** Activity **
Because the copy must hold no pictures, return the data below with all of its words intact.

** Extracted records **

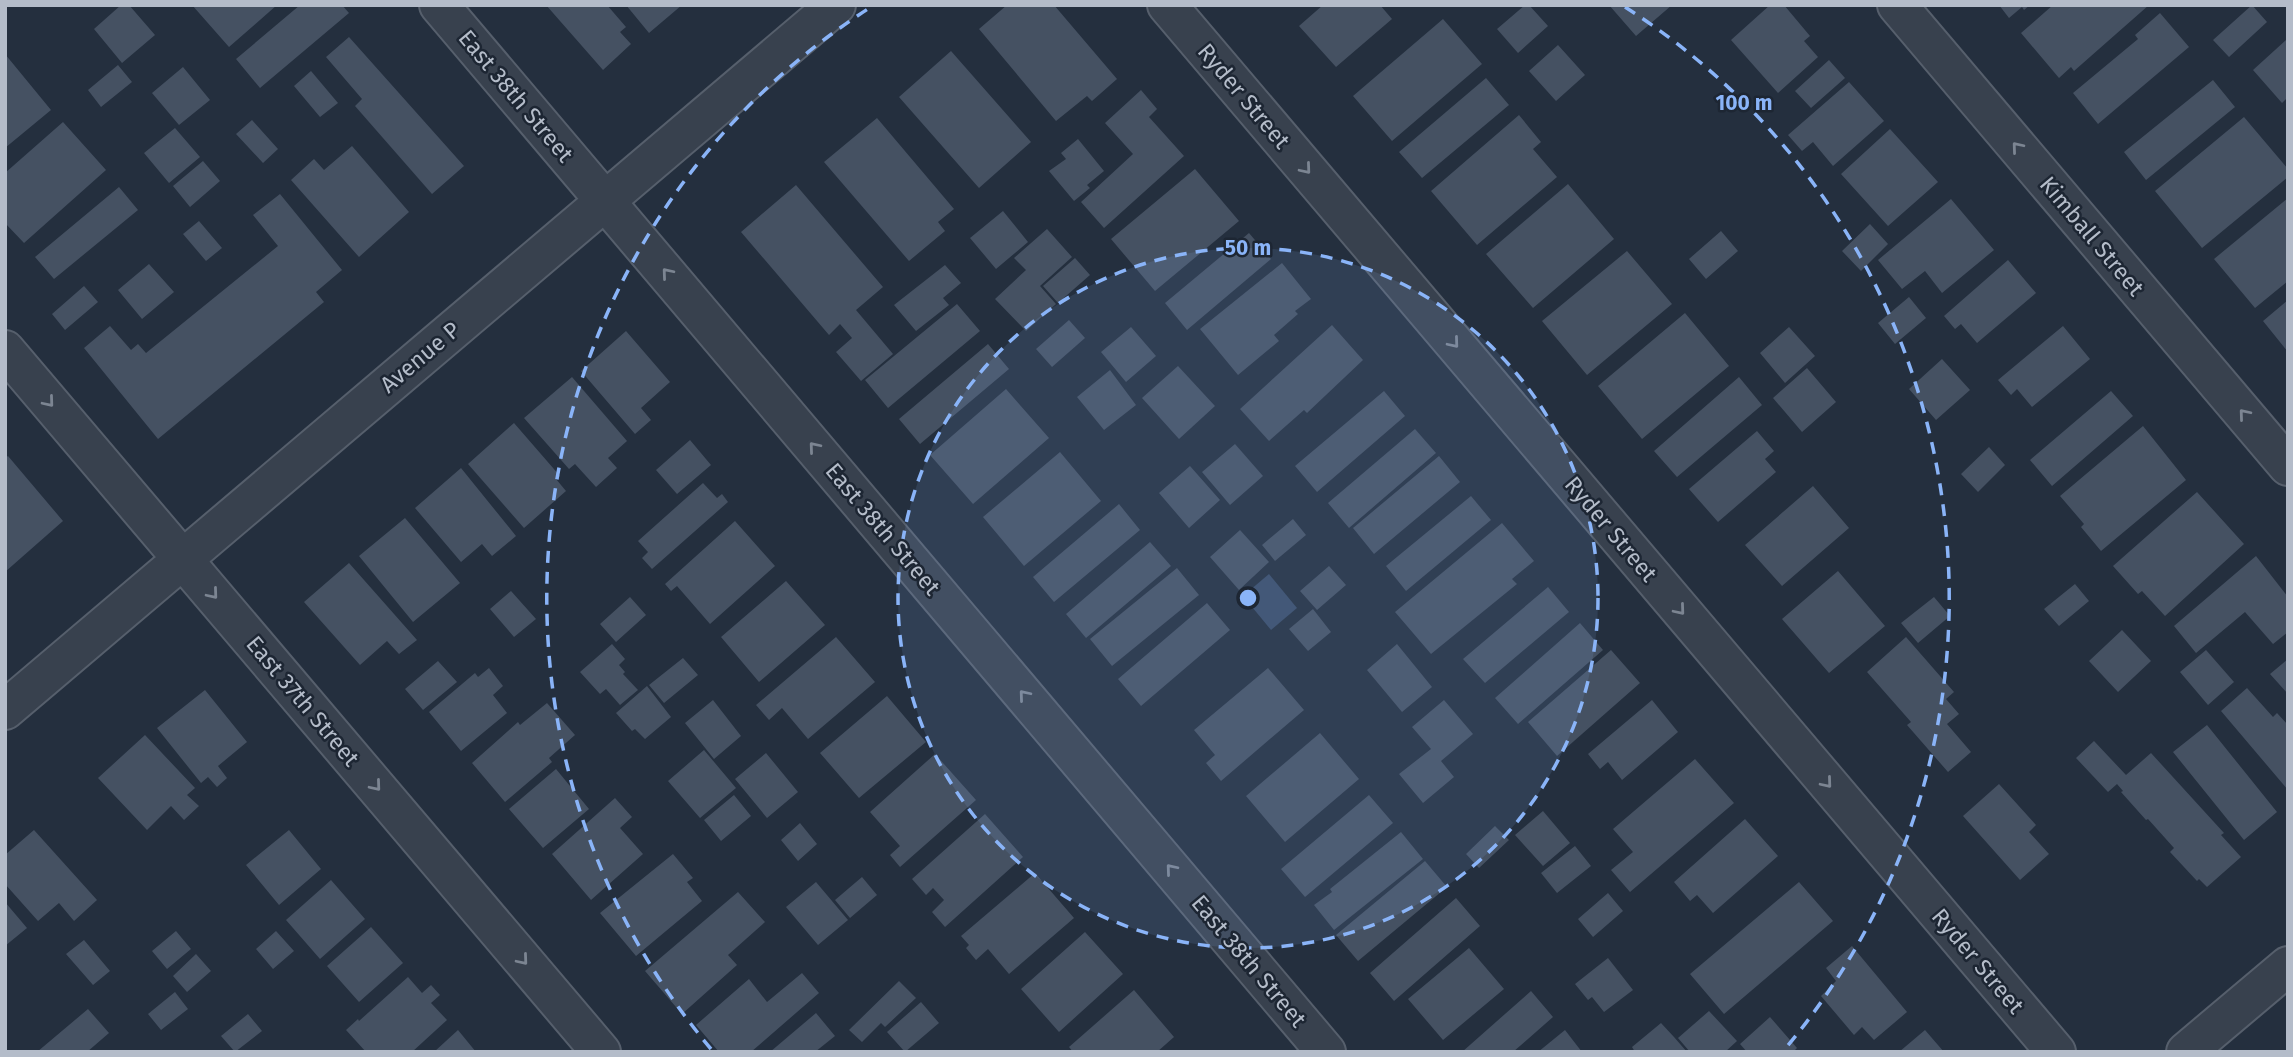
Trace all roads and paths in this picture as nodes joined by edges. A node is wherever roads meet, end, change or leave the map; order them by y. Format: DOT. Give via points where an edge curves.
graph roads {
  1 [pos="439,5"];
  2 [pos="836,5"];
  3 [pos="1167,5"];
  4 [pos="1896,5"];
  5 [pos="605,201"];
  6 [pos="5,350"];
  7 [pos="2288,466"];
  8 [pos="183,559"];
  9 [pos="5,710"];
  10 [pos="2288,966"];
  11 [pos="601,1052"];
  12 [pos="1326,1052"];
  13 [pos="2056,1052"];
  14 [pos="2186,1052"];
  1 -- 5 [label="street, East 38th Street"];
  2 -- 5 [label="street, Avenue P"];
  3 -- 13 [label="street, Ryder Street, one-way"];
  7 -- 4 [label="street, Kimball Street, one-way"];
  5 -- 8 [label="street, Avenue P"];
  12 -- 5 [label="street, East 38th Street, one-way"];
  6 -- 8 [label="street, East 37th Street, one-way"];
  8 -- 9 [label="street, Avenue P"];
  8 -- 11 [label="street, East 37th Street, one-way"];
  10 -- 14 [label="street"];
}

** Output below **
Trace all roads and paths in this picture as nodes joined by edges. A node is wherever roads meet, end, change or leave the map; order them by y. Format: DOT. Give via points where an edge curves.
graph roads {
  1 [pos="439,5"];
  2 [pos="836,5"];
  3 [pos="1167,5"];
  4 [pos="1896,5"];
  5 [pos="605,201"];
  6 [pos="5,350"];
  7 [pos="2288,466"];
  8 [pos="183,559"];
  9 [pos="5,710"];
  10 [pos="2288,966"];
  11 [pos="601,1052"];
  12 [pos="1326,1052"];
  13 [pos="2056,1052"];
  14 [pos="2186,1052"];
  1 -- 5 [label="street, East 38th Street"];
  2 -- 5 [label="street, Avenue P"];
  3 -- 13 [label="street, Ryder Street, one-way"];
  7 -- 4 [label="street, Kimball Street, one-way"];
  5 -- 8 [label="street, Avenue P"];
  12 -- 5 [label="street, East 38th Street, one-way"];
  6 -- 8 [label="street, East 37th Street, one-way"];
  8 -- 9 [label="street, Avenue P"];
  8 -- 11 [label="street, East 37th Street, one-way"];
  10 -- 14 [label="street"];
}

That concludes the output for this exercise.